I cast on 40 stitches instead of 48 because even with a gauge, I knew that since the socks were designed for an adult man's foot, they would be too big for my lady feet. Using this handy dandy guide to turning a heel, I determined the correct amount of turning stitches and went for it.

These socks remind me of Ally Sheedy more than Lori Singer
Note to self and others: write down your modifications to a pattern. At least write down how many stitches were on the needle once you finished turning the heel flap. Luckily, I figured it out. Or, rather, I decided to screw it and just keep going and it worked out fine.

I did remember to keep the k3p1 ribbing going to the end of the toe. It was a trick I learned when I knit Tiina Kuu's Merenkulkija socks and I loved the look of it. I continued to love the look on the Maritime's and I'm glad that this particular executive decision on my part was successful.

I finally finished the second sock while watching Footloose for the first time. This was a good decision on my part. That movie is a great movie (and hilarious from 2010's dancing standards) and the colors of the yarn had been reminding me of a decade I couldn't place. I decided on the 1980's.

July 14, 2015

WIP: Aeolian, Begun

I work in my local gym, which would be a more interesting job if people in my hometown ever wanted to work out. I spend most of my day checking in the few members that actually show up and taking phone payments for memberships that are never actually used.

While this is sometimes mind-numbing, I recently realized that I could use this time productively; by knitting. My supervisor doesn't care what I do as long as I answer phones and smile at the members when they come in. So, I've taken this opportunity to begin my first real lace project: Elizabeth Freeman's Aeolian.

Behold, the brilliant photographic lighting of my workplace.
Technically, I've knit lace before. I made Deb Mulder's Abstract Leaves Cowl for a Mother's Day present and my best friend just got Cindy Bajema's Best Friend Scarf for a Belated Birthday/Happy 4th of July present. But there are two things about this pattern that make Aeolian "legitimate" lace in my eyes.

One: It's made with Knit Pick's Gloss lace yarn, which is lace weight. All of the other lace I've knit has been fingering weight at the lightest and there's a definite difference in terms of pattern and texture. Also size: when I next knit something sport weight or above, my hands will feel tiny.

Two: It's a shawl. I always associate "real" lace with shawls. Shawls are big enough to be really complex and intricate. Even though I've knit lace before, it never felt like lace. Which might be because I've been addicted to blocking before/after photos on Ravelry.
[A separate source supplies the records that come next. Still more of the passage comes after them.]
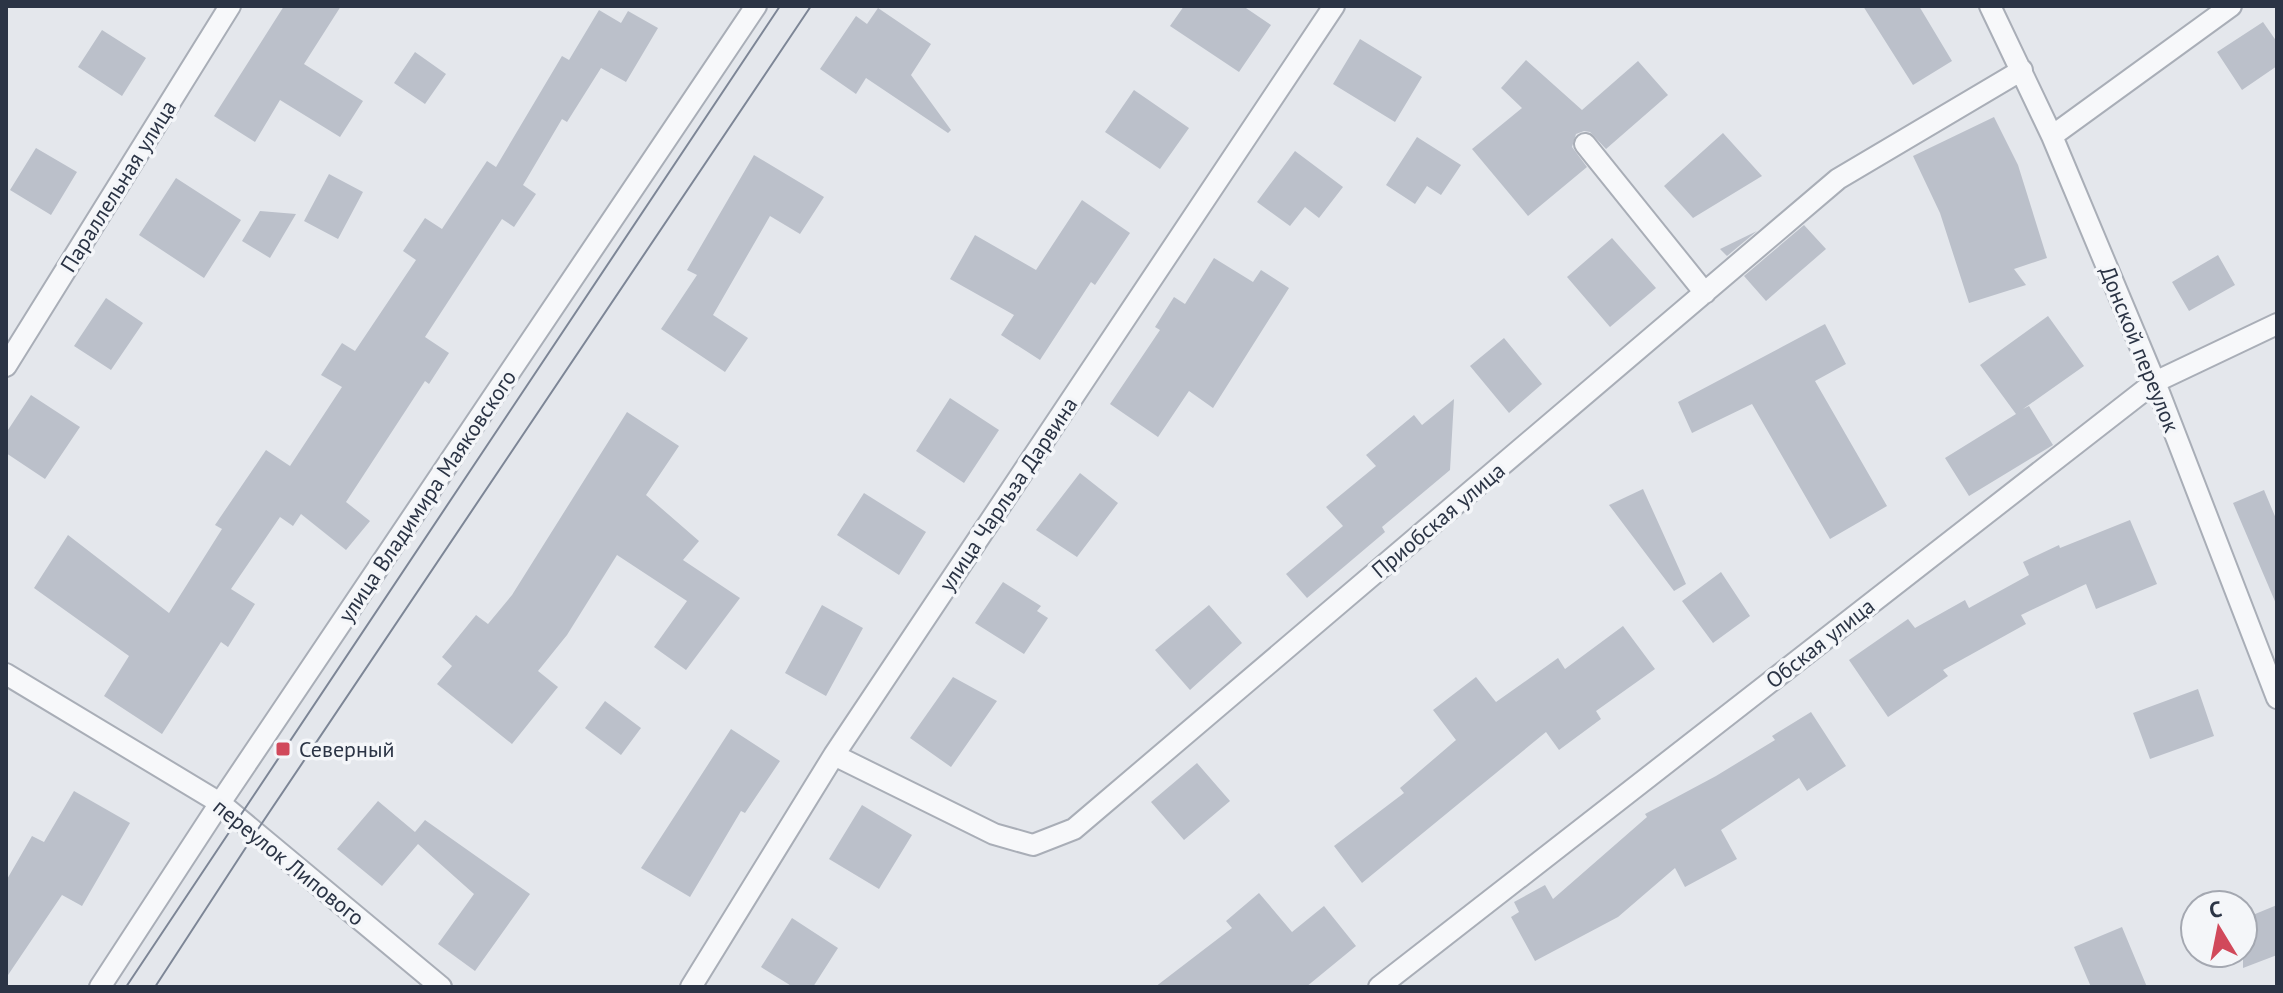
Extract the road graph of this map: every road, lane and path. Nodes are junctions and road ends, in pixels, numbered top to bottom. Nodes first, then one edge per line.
1 (230, 6) edge
2 (756, 6) edge
3 (1334, 6) edge
4 (1990, 6) edge
5 (2231, 6) edge
6 (2022, 70) junction
7 (2052, 136) junction
8 (1585, 144) dead end
9 (1705, 293) junction
10 (2277, 324) edge
11 (6, 366) edge
12 (2155, 382) junction
13 (6, 674) edge
14 (2277, 698) edge
15 (834, 755) junction
16 (220, 803) junction
17 (100, 987) edge
18 (441, 987) edge
19 (691, 987) edge
20 (1379, 987) edge

1 - 11 lane, Параллельная улица
2 - 16 lane, улица Владимира Маяковского
3 - 15 lane, улица Чарльза Дарвина
4 - 6 lane, Донской переулок
5 - 7 lane
6 - 7 lane, Донской переулок
6 - 9 lane, Приобская улица
7 - 12 lane, Донской переулок
8 - 9 lane
9 - 15 lane, Приобская улица
10 - 12 lane, Обская улица
12 - 14 lane, Донской переулок
12 - 20 lane, Обская улица
13 - 16 lane, переулок Липового
15 - 19 lane, улица Чарльза Дарвина
16 - 17 lane, улица Владимира Маяковского
16 - 18 lane, переулок Липового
Technically it's a shawlette, I suppose. The shawl size is huge and somewhat impractical for my fast paced life of sitting around waiting for the fall semester to begin and then the sitting around in class and sitting around writing papers. It will get ruined with all the action going on.

So far, I've worked four and a half repeats of the Yucca pattern. I'm going for six and then two Agave (including the final) and then the edging. A lifeline will probably be used at the edge, depending on how much yarn I have left at that point. I'm liking the pattern so far. I've only had to tink back to a mistake twice.